> _WHAT THE TASK REQUIRES_
Write out every record in full, exactly as written, please.

> _GIVEN DATA_

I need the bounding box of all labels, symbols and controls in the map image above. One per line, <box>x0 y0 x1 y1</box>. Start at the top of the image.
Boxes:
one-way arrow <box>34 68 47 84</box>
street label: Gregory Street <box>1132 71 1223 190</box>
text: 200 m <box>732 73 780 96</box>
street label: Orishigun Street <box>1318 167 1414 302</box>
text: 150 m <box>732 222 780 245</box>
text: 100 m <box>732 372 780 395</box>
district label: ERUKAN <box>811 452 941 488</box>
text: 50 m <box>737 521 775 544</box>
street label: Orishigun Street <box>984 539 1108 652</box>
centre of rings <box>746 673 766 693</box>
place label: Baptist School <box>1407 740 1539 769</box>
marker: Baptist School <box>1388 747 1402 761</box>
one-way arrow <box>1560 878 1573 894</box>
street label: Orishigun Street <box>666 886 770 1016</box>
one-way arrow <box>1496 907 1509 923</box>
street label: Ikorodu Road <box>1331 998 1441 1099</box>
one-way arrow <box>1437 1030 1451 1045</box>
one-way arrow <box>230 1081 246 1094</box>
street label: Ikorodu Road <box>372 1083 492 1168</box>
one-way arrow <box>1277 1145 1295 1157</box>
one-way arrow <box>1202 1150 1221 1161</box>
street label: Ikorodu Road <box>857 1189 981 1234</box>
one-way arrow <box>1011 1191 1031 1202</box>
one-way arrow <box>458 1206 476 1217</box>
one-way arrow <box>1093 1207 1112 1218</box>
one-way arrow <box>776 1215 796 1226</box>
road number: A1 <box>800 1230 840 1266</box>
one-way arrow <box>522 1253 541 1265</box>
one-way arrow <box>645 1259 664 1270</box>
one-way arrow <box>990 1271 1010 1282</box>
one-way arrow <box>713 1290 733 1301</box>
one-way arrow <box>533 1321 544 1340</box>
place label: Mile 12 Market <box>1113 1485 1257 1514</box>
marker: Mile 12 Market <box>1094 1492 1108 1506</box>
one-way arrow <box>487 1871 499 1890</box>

> _REPLY TO THE TASK_
I need the bounding box of all labels, symbols and controls in the map image above. One per line, <box>x0 y0 x1 y1</box>. Start at the top of the image.
Boxes:
one-way arrow <box>34 68 47 84</box>
street label: Gregory Street <box>1132 71 1223 190</box>
text: 200 m <box>732 73 780 96</box>
street label: Orishigun Street <box>1318 167 1414 302</box>
text: 150 m <box>732 222 780 245</box>
text: 100 m <box>732 372 780 395</box>
district label: ERUKAN <box>811 452 941 488</box>
text: 50 m <box>737 521 775 544</box>
street label: Orishigun Street <box>984 539 1108 652</box>
centre of rings <box>746 673 766 693</box>
place label: Baptist School <box>1407 740 1539 769</box>
marker: Baptist School <box>1388 747 1402 761</box>
one-way arrow <box>1560 878 1573 894</box>
street label: Orishigun Street <box>666 886 770 1016</box>
one-way arrow <box>1496 907 1509 923</box>
street label: Ikorodu Road <box>1331 998 1441 1099</box>
one-way arrow <box>1437 1030 1451 1045</box>
one-way arrow <box>230 1081 246 1094</box>
street label: Ikorodu Road <box>372 1083 492 1168</box>
one-way arrow <box>1277 1145 1295 1157</box>
one-way arrow <box>1202 1150 1221 1161</box>
street label: Ikorodu Road <box>857 1189 981 1234</box>
one-way arrow <box>1011 1191 1031 1202</box>
one-way arrow <box>458 1206 476 1217</box>
one-way arrow <box>1093 1207 1112 1218</box>
one-way arrow <box>776 1215 796 1226</box>
road number: A1 <box>800 1230 840 1266</box>
one-way arrow <box>522 1253 541 1265</box>
one-way arrow <box>645 1259 664 1270</box>
one-way arrow <box>990 1271 1010 1282</box>
one-way arrow <box>713 1290 733 1301</box>
one-way arrow <box>533 1321 544 1340</box>
place label: Mile 12 Market <box>1113 1485 1257 1514</box>
marker: Mile 12 Market <box>1094 1492 1108 1506</box>
one-way arrow <box>487 1871 499 1890</box>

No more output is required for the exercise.